* [TASK TO CARRY OUT]:
Within this material, find every line where the string "Cradefelder" appears, and copy it out.

#### GIVEN DATA ####

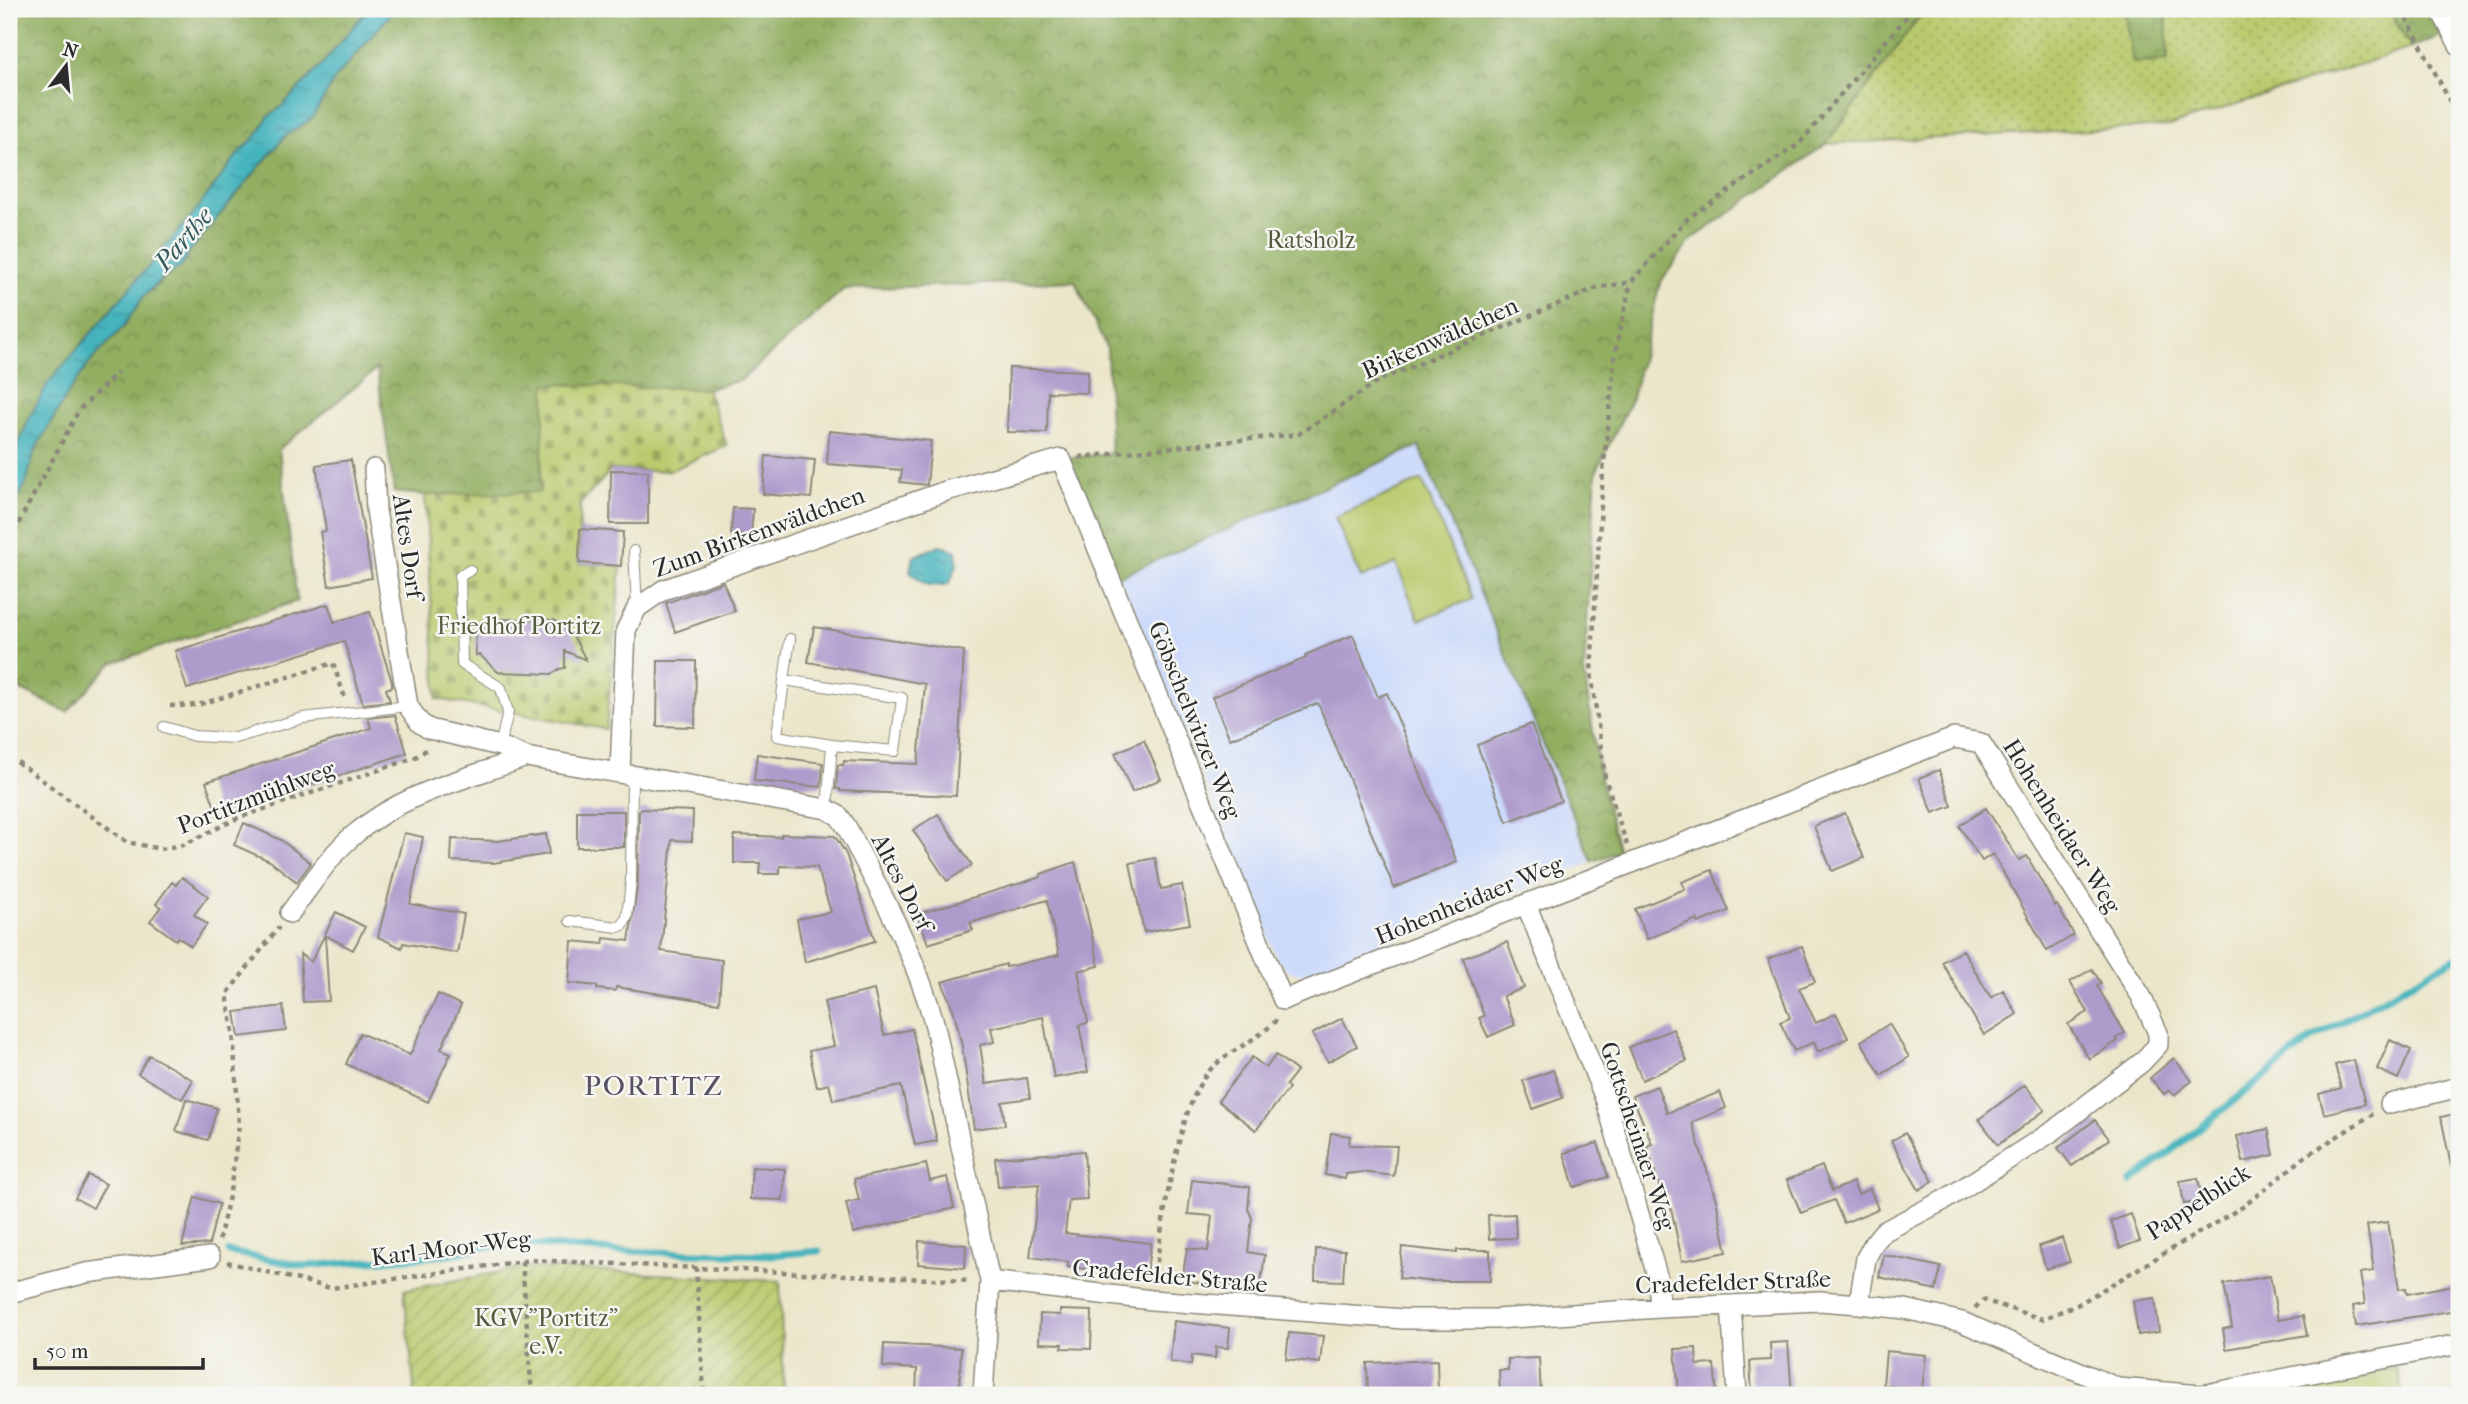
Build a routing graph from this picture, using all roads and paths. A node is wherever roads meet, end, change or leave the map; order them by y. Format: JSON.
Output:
{"nodes":[{"id":1,"x":1913,"y":9,"type":"edge"},
{"id":2,"x":2402,"y":9,"type":"edge"},
{"id":3,"x":2440,"y":9,"type":"edge"},
{"id":4,"x":2459,"y":45,"type":"edge"},
{"id":5,"x":2459,"y":119,"type":"edge"},
{"id":6,"x":1631,"y":282,"type":"junction"},
{"id":7,"x":118,"y":372,"type":"dead end"},
{"id":8,"x":1061,"y":459,"type":"junction"},
{"id":9,"x":374,"y":469,"type":"dead end"},
{"id":10,"x":9,"y":541,"type":"edge"},
{"id":11,"x":634,"y":551,"type":"dead end"},
{"id":12,"x":470,"y":570,"type":"dead end"},
{"id":13,"x":637,"y":608,"type":"junction"},
{"id":14,"x":790,"y":639,"type":"dead end"},
{"id":15,"x":784,"y":680,"type":"junction"},
{"id":16,"x":170,"y":706,"type":"dead end"},
{"id":17,"x":408,"y":706,"type":"junction"},
{"id":18,"x":349,"y":713,"type":"junction"},
{"id":19,"x":164,"y":727,"type":"dead end"},
{"id":20,"x":450,"y":735,"type":"junction"},
{"id":21,"x":832,"y":745,"type":"junction"},
{"id":22,"x":500,"y":746,"type":"junction"},
{"id":23,"x":9,"y":756,"type":"edge"},
{"id":24,"x":526,"y":757,"type":"junction"},
{"id":25,"x":626,"y":773,"type":"junction"},
{"id":26,"x":827,"y":809,"type":"junction"},
{"id":27,"x":1633,"y":862,"type":"junction"},
{"id":28,"x":1526,"y":904,"type":"junction"},
{"id":29,"x":290,"y":913,"type":"joint"},
{"id":30,"x":570,"y":921,"type":"dead end"},
{"id":31,"x":1283,"y":1000,"type":"junction"},
{"id":32,"x":2459,"y":1087,"type":"edge"},
{"id":33,"x":2390,"y":1104,"type":"joint"},
{"id":34,"x":210,"y":1257,"type":"junction"},
{"id":35,"x":522,"y":1261,"type":"junction"},
{"id":36,"x":696,"y":1267,"type":"junction"},
{"id":37,"x":990,"y":1281,"type":"junction"},
{"id":38,"x":9,"y":1293,"type":"edge"},
{"id":39,"x":1152,"y":1300,"type":"junction"},
{"id":40,"x":1858,"y":1304,"type":"junction"},
{"id":41,"x":1731,"y":1306,"type":"junction"},
{"id":42,"x":1660,"y":1308,"type":"junction"},
{"id":43,"x":1962,"y":1322,"type":"junction"},
{"id":44,"x":2459,"y":1344,"type":"edge"},
{"id":45,"x":2118,"y":1391,"type":"edge"},
{"id":46,"x":532,"y":1395,"type":"edge"},
{"id":47,"x":704,"y":1395,"type":"edge"},
{"id":48,"x":983,"y":1395,"type":"edge"},
{"id":49,"x":1737,"y":1395,"type":"edge"}],
"edges":[{"from":1,"to":6,"type":"path"},
{"from":2,"to":5,"type":"path"},
{"from":3,"to":4,"type":"street"},
{"from":6,"to":8,"type":"path","name":"Birkenwäldchen"},
{"from":6,"to":27,"type":"path"},
{"from":7,"to":10,"type":"path"},
{"from":8,"to":13,"type":"street","name":"Zum Birkenwäldchen"},
{"from":8,"to":31,"type":"street","name":"Göbschelwitzer Weg"},
{"from":9,"to":17,"type":"street","name":"Altes Dorf"},
{"from":11,"to":13,"type":"lane"},
{"from":12,"to":22,"type":"lane"},
{"from":13,"to":25,"type":"street","name":"Zum Birkenwäldchen"},
{"from":14,"to":15,"type":"lane"},
{"from":15,"to":21,"type":"lane"},
{"from":15,"to":21,"type":"lane"},
{"from":16,"to":18,"type":"path"},
{"from":17,"to":18,"type":"lane"},
{"from":17,"to":20,"type":"street"},
{"from":18,"to":19,"type":"lane"},
{"from":20,"to":22,"type":"street"},
{"from":20,"to":23,"type":"path","name":"Portitzmühlweg"},
{"from":21,"to":26,"type":"lane"},
{"from":22,"to":24,"type":"street"},
{"from":24,"to":25,"type":"street"},
{"from":24,"to":29,"type":"street"},
{"from":25,"to":26,"type":"street"},
{"from":25,"to":30,"type":"lane"},
{"from":26,"to":37,"type":"street","name":"Altes Dorf"},
{"from":27,"to":28,"type":"street","name":"Hohenheidaer Weg"},
{"from":27,"to":40,"type":"street","name":"Hohenheidaer Weg"},
{"from":28,"to":31,"type":"street","name":"Hohenheidaer Weg"},
{"from":28,"to":42,"type":"street","name":"Gottscheinaer Weg"},
{"from":29,"to":34,"type":"path"},
{"from":31,"to":39,"type":"path"},
{"from":32,"to":33,"type":"street"},
{"from":33,"to":43,"type":"path","name":"Pappelblick"},
{"from":34,"to":35,"type":"path","name":"Karl-Moor-Weg"},
{"from":34,"to":38,"type":"street"},
{"from":35,"to":36,"type":"path","name":"Karl-Moor-Weg"},
{"from":35,"to":46,"type":"path"},
{"from":36,"to":37,"type":"path","name":"Karl-Moor-Weg"},
{"from":36,"to":47,"type":"path"},
{"from":37,"to":39,"type":"street","name":"Cradefelder Straße"},
{"from":37,"to":48,"type":"street","name":"Altes Dorf"},
{"from":39,"to":42,"type":"street","name":"Cradefelder Straße"},
{"from":40,"to":41,"type":"street","name":"Cradefelder Straße"},
{"from":40,"to":43,"type":"street","name":"Cradefelder Straße"},
{"from":41,"to":42,"type":"street","name":"Cradefelder Straße"},
{"from":41,"to":49,"type":"street"},
{"from":43,"to":45,"type":"street","name":"Cradefelder Straße"},
{"from":44,"to":45,"type":"street","name":"Cradefelder Straße"}]}
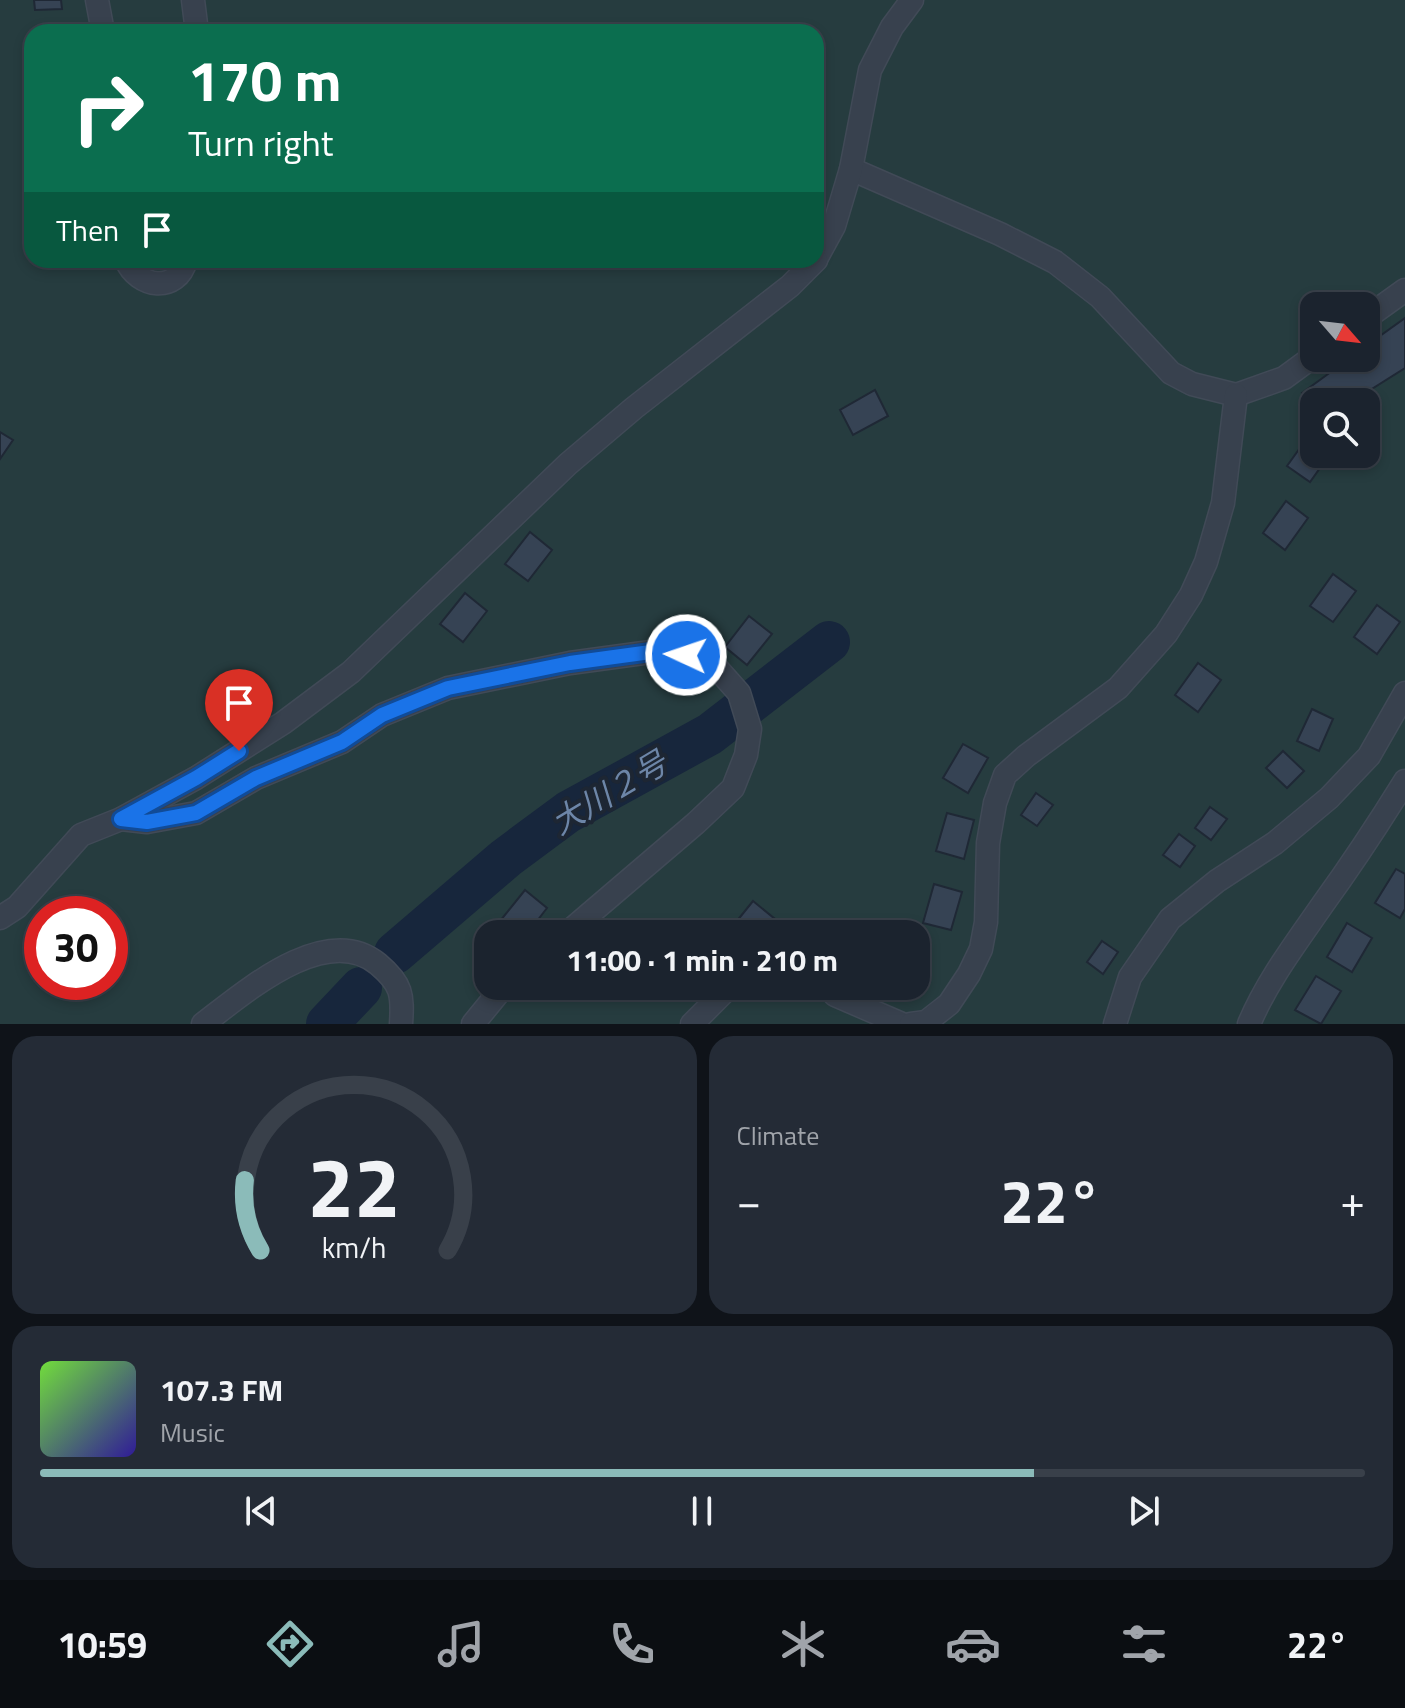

####

* [ANSWER BOX]:
{"from":37,"to":39,"type":"street","name":"Cradefelder Straße"},
{"from":39,"to":42,"type":"street","name":"Cradefelder Straße"},
{"from":40,"to":41,"type":"street","name":"Cradefelder Straße"},
{"from":40,"to":43,"type":"street","name":"Cradefelder Straße"},
{"from":41,"to":42,"type":"street","name":"Cradefelder Straße"},
{"from":43,"to":45,"type":"street","name":"Cradefelder Straße"},
{"from":44,"to":45,"type":"street","name":"Cradefelder Straße"}]}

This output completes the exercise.